0 stars 0 forks source link

Text Mining Group Assignment:

Sarah de Jong, Tom Klein Tijssink, Lukas Busch


The goal of this project is to explore different machine learning approaches to generate song lyrics. We use a dataset that contains 362.237 songs. First, we use a BERT model in order to add a positive or negative sentiment to each song. Then, we explore a simple N-gram model, a word-based LSTM, a character-based LSTM, and a GPT-2 model to generate song lyrics. After evaluating the results with a survey judged by people, it is found that the GPT-2 model performs best.

Research questions

Can we create a song writing program that takes a number of words as well as a genre and sentiment (positive/negative) to generate lyrics?


For this project, we used the dataset 380000-lyrics-from-metrolyrics, because this dataset includes lyrics as well as genres. It was originally available on kaggle, but it currently is not anymore. We retrieved the data from a project from last year: The dataset contains 362.237 different songs, which includes the artist, year, genre, and lyric. It can be downloaded in csv format.

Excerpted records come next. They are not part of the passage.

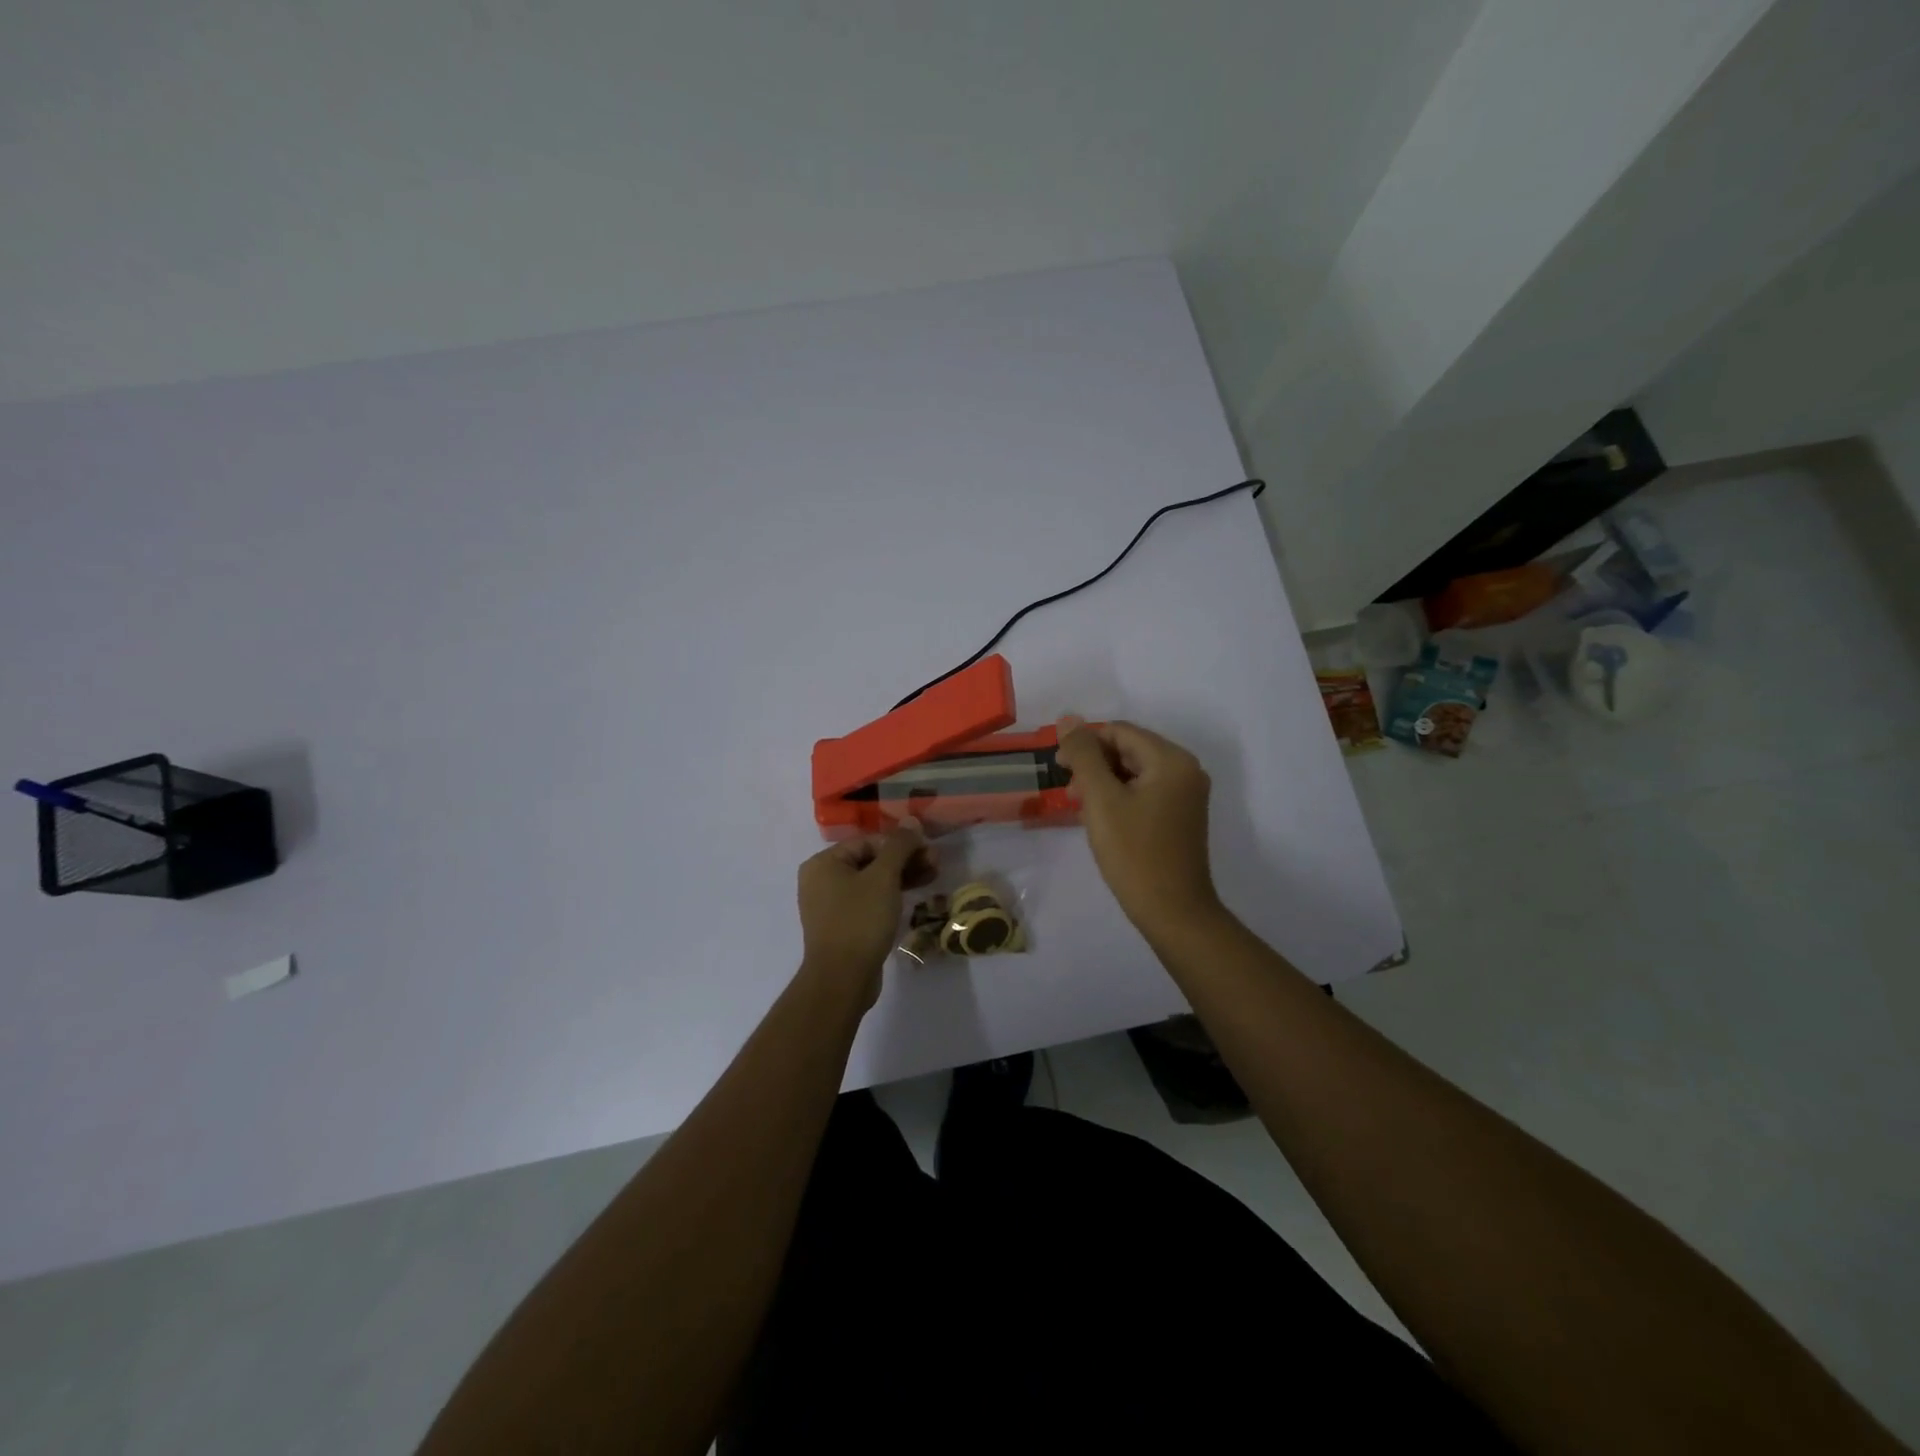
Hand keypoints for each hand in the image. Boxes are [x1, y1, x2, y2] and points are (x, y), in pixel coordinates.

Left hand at [795, 819, 935, 1009]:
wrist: (842, 979)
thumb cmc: (860, 920)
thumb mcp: (883, 878)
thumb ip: (899, 846)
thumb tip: (911, 821)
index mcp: (823, 863)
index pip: (868, 841)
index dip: (901, 843)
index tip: (929, 850)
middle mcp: (821, 880)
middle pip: (870, 861)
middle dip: (905, 861)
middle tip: (935, 864)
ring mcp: (830, 906)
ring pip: (872, 883)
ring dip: (902, 878)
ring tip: (932, 878)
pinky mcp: (842, 927)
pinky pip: (868, 902)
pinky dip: (890, 897)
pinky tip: (914, 898)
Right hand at [1056, 718, 1220, 934]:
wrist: (1173, 911)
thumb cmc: (1134, 853)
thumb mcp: (1101, 799)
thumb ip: (1084, 755)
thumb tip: (1068, 719)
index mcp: (1171, 760)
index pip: (1120, 732)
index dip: (1085, 743)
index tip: (1058, 766)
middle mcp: (1186, 770)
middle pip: (1130, 749)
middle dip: (1095, 763)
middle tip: (1068, 790)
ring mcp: (1186, 794)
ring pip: (1135, 771)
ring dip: (1104, 781)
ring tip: (1080, 806)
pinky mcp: (1181, 816)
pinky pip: (1146, 791)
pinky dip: (1120, 796)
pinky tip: (1101, 817)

A tentative list of milestones for the project

Division of the work

We met about 10 times to discuss the progress and the project. In the first week, we determined the topic together. In the second week, Lukas did the sentiment analysis of the songs, Tom looked at an N-gram RNN model, and Sarah looked at ways to evaluate the songs. In the third week, Lukas looked at the GPT-2 model and Sarah tried to implement the N-gram RNN model for a larger number of songs, which used too many resources and which is therefore not in the final project. In the fourth and fifth week, Sarah looked at a basic N-gram model and Tom and Lukas both looked at an LSTM model. In the sixth week, we cleaned up the code and repository, did the evaluation of our songs with a survey, wrote the report, and prepared for the presentation.

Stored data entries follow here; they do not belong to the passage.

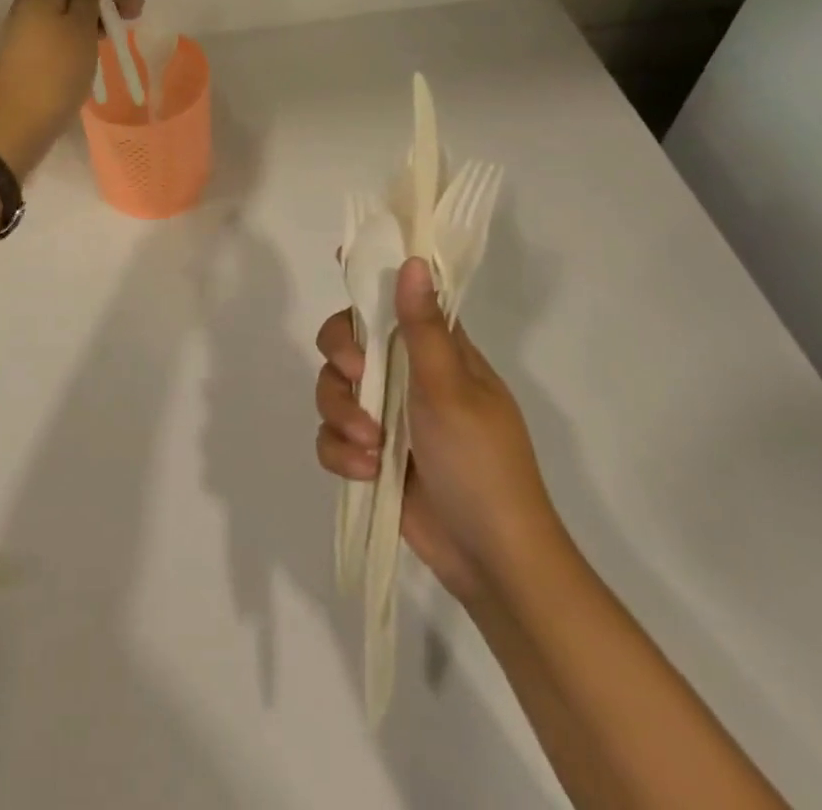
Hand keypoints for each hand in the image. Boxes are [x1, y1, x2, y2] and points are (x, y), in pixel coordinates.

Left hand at [0, 0, 142, 175]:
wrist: (19, 122)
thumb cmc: (54, 70)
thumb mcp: (79, 28)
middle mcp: (33, 4)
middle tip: (136, 6)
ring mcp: (33, 31)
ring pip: (70, 6)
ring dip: (100, 9)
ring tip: (128, 26)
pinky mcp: (38, 55)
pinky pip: (66, 29)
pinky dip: (88, 29)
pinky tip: (107, 42)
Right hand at [315, 258, 562, 605]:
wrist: (490, 559)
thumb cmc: (481, 463)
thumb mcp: (450, 390)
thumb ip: (422, 328)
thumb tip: (412, 261)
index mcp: (438, 352)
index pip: (398, 298)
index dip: (370, 278)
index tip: (340, 262)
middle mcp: (407, 376)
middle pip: (348, 339)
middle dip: (342, 357)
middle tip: (356, 375)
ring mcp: (387, 415)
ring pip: (332, 388)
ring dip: (342, 415)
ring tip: (370, 446)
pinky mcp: (369, 454)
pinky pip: (330, 436)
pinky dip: (341, 452)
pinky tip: (367, 472)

The src folder in this repository contains our work. We did not put all our code in one notebook, because we thought it was a lot more organized to put every different model in a different notebook. Furthermore, we started out in separate files, and if we had wanted to put them all together at the end, we would have needed to rerun everything (or submit a notebook that was not run). Our repository contains the following files:

The repository also includes our report and the slides for the presentation.

Our results can be reproduced by unzipping the data-set. Then, in order to reproduce our results, you need to start by running the code in sentiment_analysis/Sentiment_Analysis.ipynb and sentiment_analysis/predicting_sentiments.ipynb. Next, you can run the code for each model.